◆ What you need to do: Print a faithful copy of the data below, word for word, with the pictures left out.

◆ Records for this exercise:
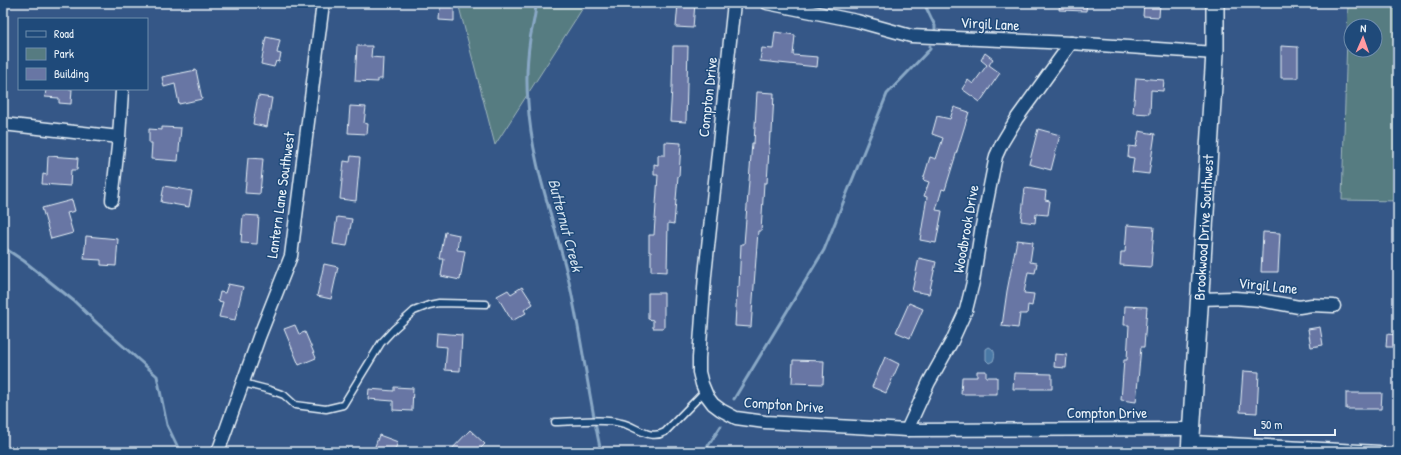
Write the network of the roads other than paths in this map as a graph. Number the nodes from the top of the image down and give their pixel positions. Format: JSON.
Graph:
{"nodes":[{"id":1,"x":323,"y":3,"type":"edge"},
{"id":2,"x":734,"y":3,"type":"edge"},
{"id":3,"x":767,"y":3,"type":"edge"},
{"id":4,"x":1215,"y":3,"type":"edge"},
{"id":5,"x":1071,"y":43,"type":"junction"},
{"id":6,"x":1215,"y":53,"type":"junction"},
{"id":7,"x":122,"y":91,"type":"dead end"},
{"id":8,"x":3,"y":124,"type":"edge"},
{"id":9,"x":119,"y":137,"type":"junction"},
{"id":10,"x":112,"y":200,"type":"dead end"},
{"id":11,"x":1199,"y":299,"type":"junction"},
{"id":12,"x":486,"y":304,"type":"dead end"},
{"id":13,"x":1334,"y":306,"type":"dead end"},
{"id":14,"x":243,"y":383,"type":"junction"},
{"id":15,"x":705,"y":391,"type":"junction"},
{"id":16,"x":555,"y":422,"type":"dead end"},
{"id":17,"x":907,"y":430,"type":"junction"},
{"id":18,"x":1191,"y":441,"type":"edge"},
{"id":19,"x":218,"y":452,"type":"edge"},
{"id":20,"x":1379,"y":452,"type":"edge"}],
"edges":[{"from":1,"to":14,"type":"street","name":"Lantern Lane Southwest"},
{"from":2,"to":15,"type":"street","name":"Compton Drive"},
{"from":3,"to":5,"type":"street","name":"Virgil Lane"},
{"from":4,"to":6,"type":"street","name":"Brookwood Drive Southwest"},
{"from":5,"to":6,"type":"street","name":"Virgil Lane"},
{"from":5,"to":17,"type":"street","name":"Woodbrook Drive"},
{"from":6,"to":11,"type":"street","name":"Brookwood Drive Southwest"},
{"from":7,"to":9,"type":"street"},
{"from":8,"to":9,"type":"street"},
{"from":9,"to":10,"type":"street"},
{"from":11,"to":13,"type":"street","name":"Virgil Lane"},
{"from":11,"to":18,"type":"street","name":"Brookwood Drive Southwest"},
{"from":12,"to":14,"type":"lane"},
{"from":14,"to":19,"type":"street","name":"Lantern Lane Southwest"},
{"from":15,"to":16,"type":"lane"},
{"from":15,"to":17,"type":"street","name":"Compton Drive"},
{"from":17,"to":18,"type":"street","name":"Compton Drive"},
{"from":18,"to":20,"type":"street","name":"Compton Drive"}]}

◆ Written answer:
Write the network of the roads other than paths in this map as a graph. Number the nodes from the top of the image down and give their pixel positions. Format: JSON.
Graph:
{"nodes":[{"id":1,"x":323,"y":3,"type":"edge"},
{"id":2,"x":734,"y":3,"type":"edge"},
{"id":3,"x":767,"y":3,"type":"edge"},
{"id":4,"x":1215,"y":3,"type":"edge"},
{"id":5,"x":1071,"y":43,"type":"junction"},
{"id":6,"x":1215,"y":53,"type":"junction"},
{"id":7,"x":122,"y":91,"type":"dead end"},
{"id":8,"x":3,"y":124,"type":"edge"},
{"id":9,"x":119,"y":137,"type":"junction"},
{"id":10,"x":112,"y":200,"type":"dead end"},
{"id":11,"x":1199,"y":299,"type":"junction"},
{"id":12,"x":486,"y":304,"type":"dead end"},
{"id":13,"x":1334,"y":306,"type":"dead end"},
{"id":14,"x":243,"y":383,"type":"junction"},
{"id":15,"x":705,"y":391,"type":"junction"},
{"id":16,"x":555,"y":422,"type":"dead end"},
{"id":17,"x":907,"y":430,"type":"junction"},
{"id":18,"x":1191,"y":441,"type":"edge"},
{"id":19,"x":218,"y":452,"type":"edge"},
{"id":20,"x":1379,"y":452,"type":"edge"}],
"edges":[{"from":1,"to":14,"type":"street","name":"Lantern Lane Southwest"},
{"from":2,"to":15,"type":"street","name":"Compton Drive"},
{"from":3,"to":5,"type":"street","name":"Virgil Lane"},
{"from":4,"to":6,"type":"street","name":"Brookwood Drive Southwest"},
{"from":5,"to":6,"type":"street","name":"Virgil Lane"},
{"from":5,"to":17,"type":"street","name":"Woodbrook Drive"},
{"from":6,"to":11,"type":"street","name":"Brookwood Drive Southwest"},
{"from":7,"to":9,"type":"street"},
{"from":8,"to":9,"type":"street"},
{"from":9,"to":10,"type":"street"},
{"from":11,"to":13,"type":"street","name":"Virgil Lane"},
{"from":11,"to":18,"type":"street","name":"Brookwood Drive Southwest"},
{"from":12,"to":14,"type":"lane"},
{"from":14,"to":19,"type":"street","name":"Lantern Lane Southwest"},
{"from":15,"to":16,"type":"lane"},
{"from":15,"to":17,"type":"street","name":"Compton Drive"},
{"from":17,"to":18,"type":"street","name":"Compton Drive"},
{"from":18,"to":20,"type":"street","name":"Compton Drive"}]}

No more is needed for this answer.